Introduction to Bluespec: A new methodology for designing Hardware

Arvind
Computer Science & Artificial Intelligence Lab.
Massachusetts Institute of Technology

February 7, 2011 http://csg.csail.mit.edu/6.375 L02-1

What is needed to make hardware design easier

- Extreme IP reuse
  - Multiple instantiations of a block for different performance and application requirements
  - Packaging of IP so that the blocks can be assembled easily to build a large system (black box model)
- Ability to do modular refinement
- Whole system simulation to enable concurrent hardware-software development

IP Reuse sounds wonderful until you try it ...

Example: Commercially available FIFO IP block

An error occurs if a push is attempted while the FIFO is full.

Thus, there is no conflict in a simultaneous push and pop when the FIFO is full. A simultaneous push and pop cannot occur when the FIFO is empty, since there is no pop data to prefetch. However, push data is captured in the FIFO.

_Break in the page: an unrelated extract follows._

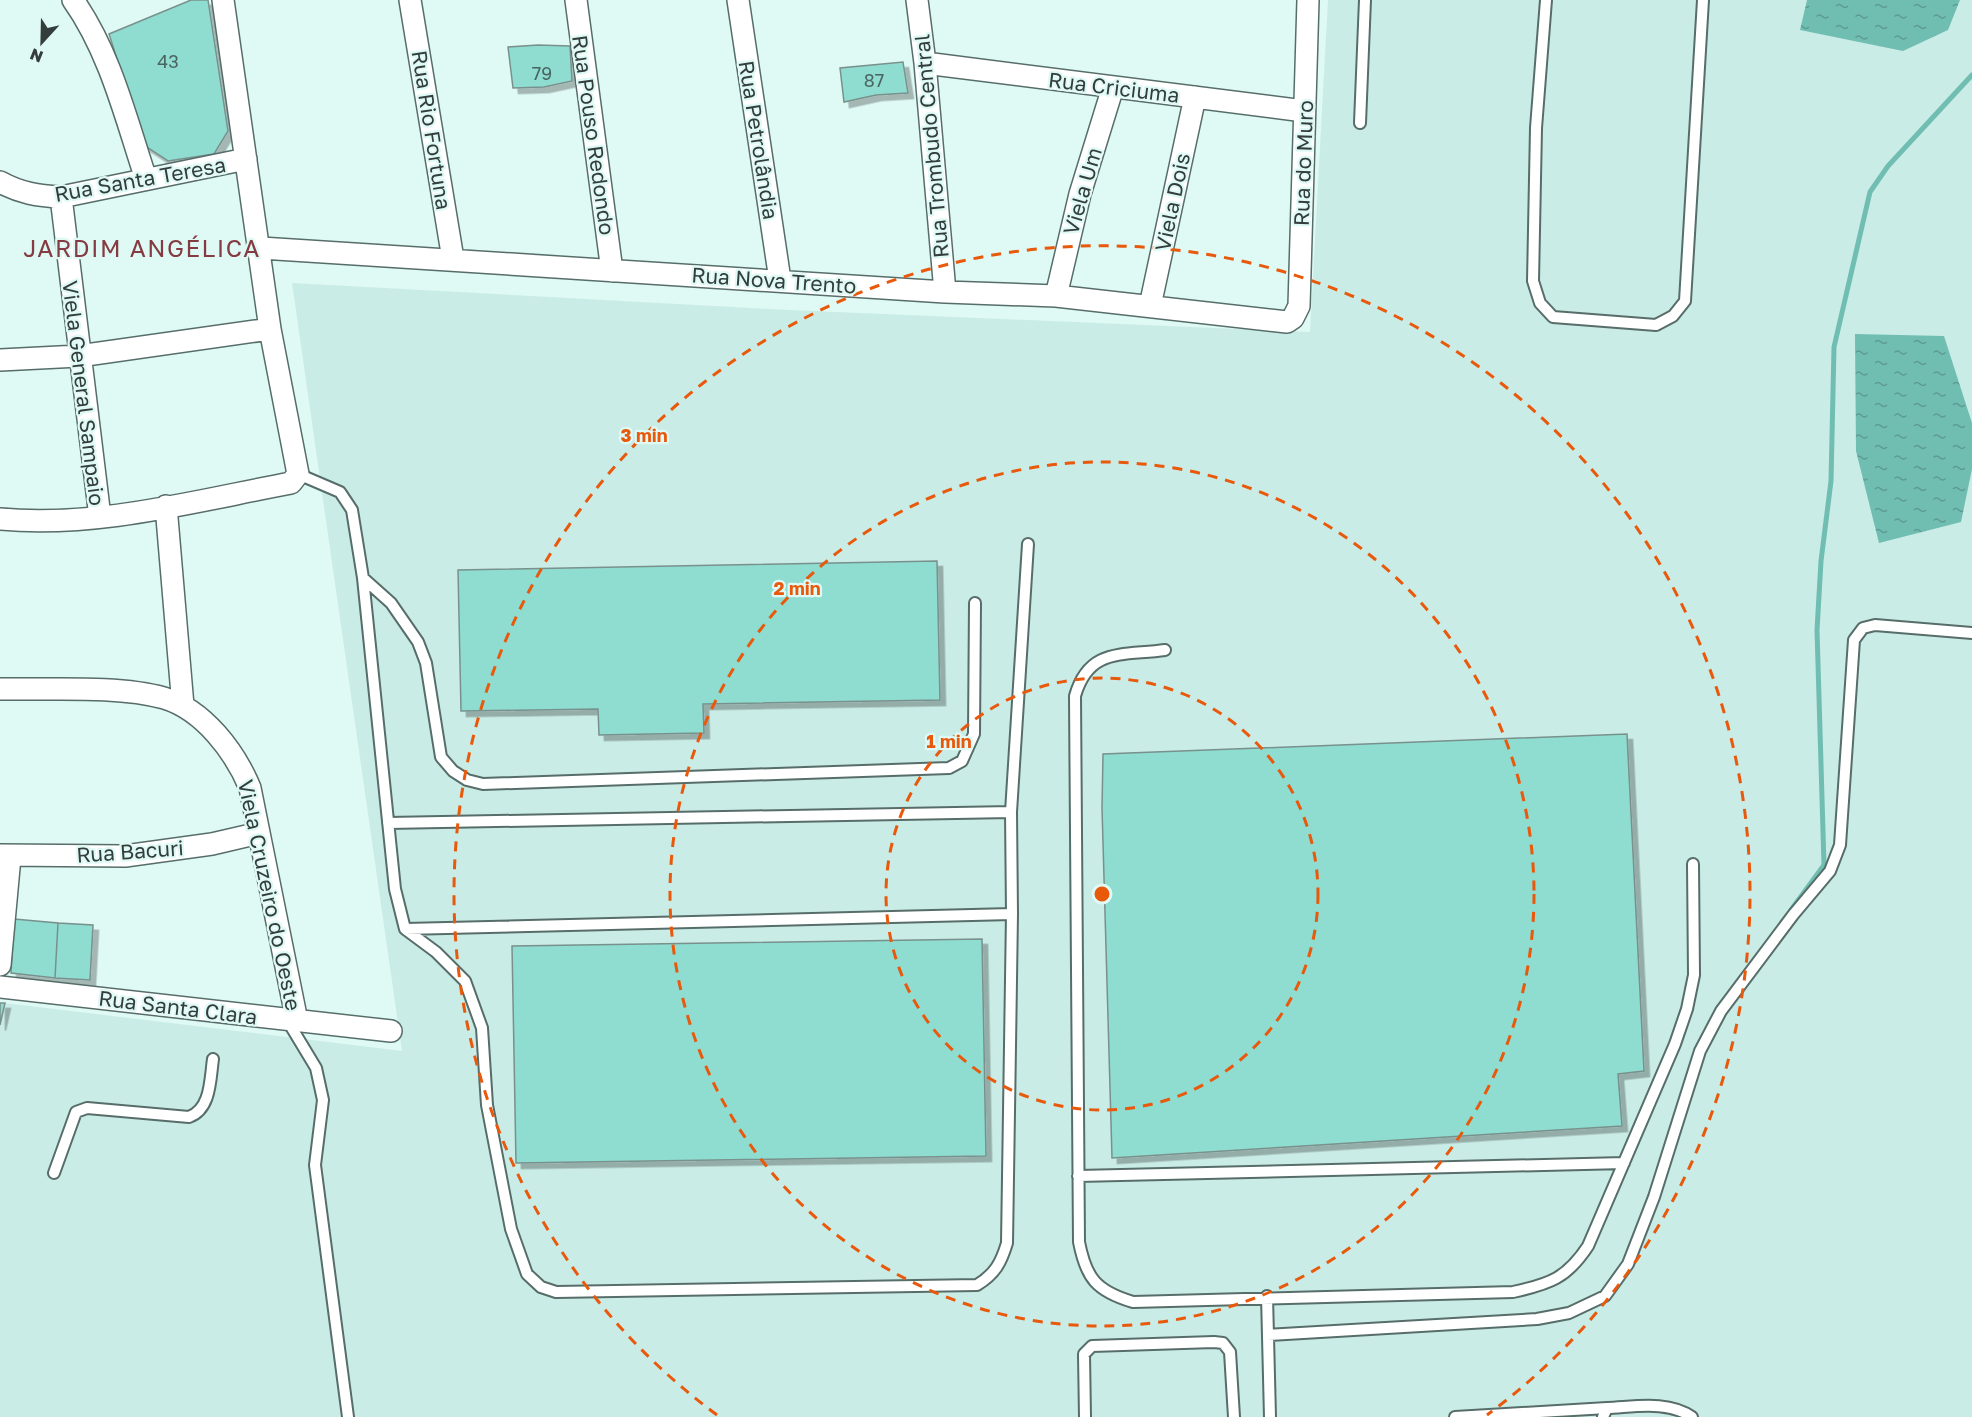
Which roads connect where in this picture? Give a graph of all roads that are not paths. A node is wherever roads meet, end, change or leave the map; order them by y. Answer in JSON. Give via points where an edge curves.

A pop operation occurs when \( \text{pop\_req\_n} \) is asserted (LOW), as long as the FIFO is not empty. Asserting \( \text{pop\_req\_n} \) causes the internal read pointer to be incremented on the next rising edge of \( \text{clk} \). Thus, the RAM read data must be captured on the \( \text{clk} \) following the assertion of \( \text{pop\_req\_n} \).

These constraints are spread over many pages of the documentation...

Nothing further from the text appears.